At the same time, Gallup also reports that Americans rank the national news media nearly as lowly as they do Congress. More than half of Americans believe most national news organizations, as my colleague Jon Gingerich wrote recently, “deliberately mislead, misinform or work to persuade the public.”

In other words, most people are convinced that the media are as partisan, clueless and gutless as politicians. And it’s not just purposely-biased networks like MSNBC and Fox who have lost respect; it’s everybody from CNN to PBS to NPR to The New York Times.

This is bad news not only for reporters and editors and bloggers but for public relations professionals who work through the media to persuade people to support their positions, endorse their candidates or buy their products.

So, how can the media begin to win back public trust? Here’s an idea: Go after vulnerable Republican senators on an issue on which most Americans agree: banning assault weapons. By “go after,” I mean applying unremitting pressure on the following five Republican senatorial fence-sitters from states whose voters may be more sympathetic to common sense gun laws.

Marco Rubio

The senior Senator from Florida has studiously strengthened his stature over more than a decade in the Senate. Rubio’s long-term goal is to become President, and there’s no question that when Republicans once again gain the White House, Rubio will be among the first elevated to Cabinet status.

On gun control, Sen. Rubio has been characteristically opaque, hemming and hawing his way around the issue to avoid controversy.

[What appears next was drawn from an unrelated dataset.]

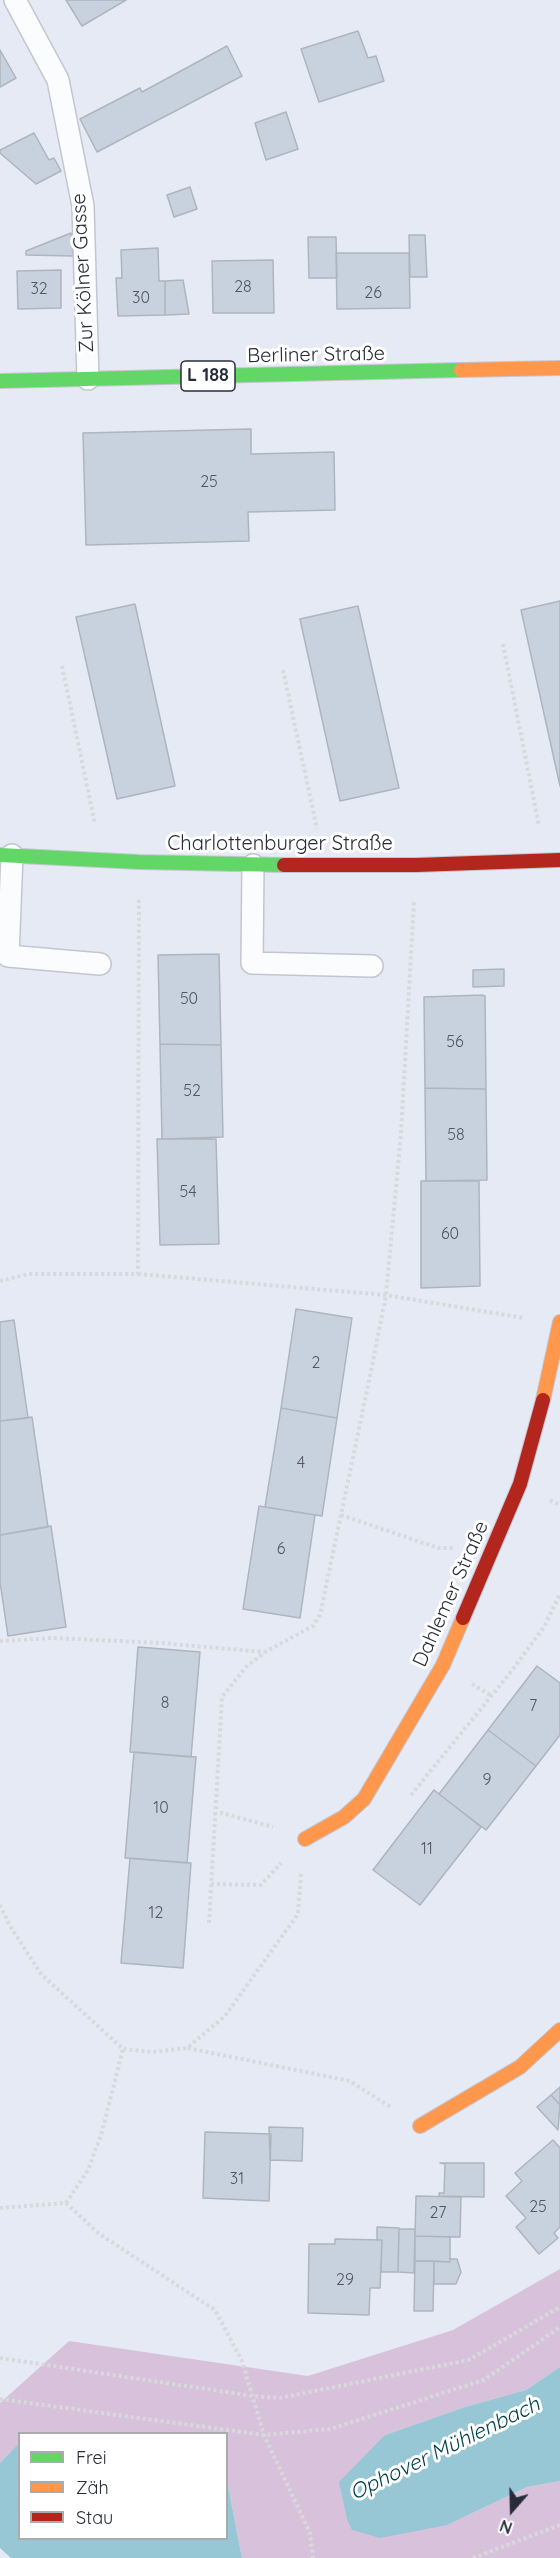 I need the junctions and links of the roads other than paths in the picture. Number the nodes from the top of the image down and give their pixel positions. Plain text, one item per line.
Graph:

Most disturbing, he refused to take a stand on assault weapons in 2018, when a 19-year-old nutcase murdered 17 people and injured 17 others at Parkland’s Marjory Stoneman Douglas High School in his home state.

“If someone’s decided, ‘I’m going to commit this crime, they’ll find a way to get the gun to do it,’” the Senator pathetically replied to questions at the time. Parkland parents were understandably appalled at their Senator’s sniveling comments. And ever since, Rubio has deftly ducked in the wake of subsequent school shootings.

But today, with Floridians not nearly as gun-lovingly right-wing as neighboring states like South Carolina and Alabama and with Rubio nursing higher office ambitions, a concerted media effort to dislodge him from his assault weapons waffling seems well worth the effort.

Rick Scott

Rubio’s junior senatorial partner, former Florida Gov. Rick Scott, is another viable candidate to find religion on gun control.

Unlike his Florida colleague, Sen. Scott isn’t particularly likable. In fact, Scott himself unabashedly admits, “I’m seeking to become the least popular man in Washington.” He’s succeeding.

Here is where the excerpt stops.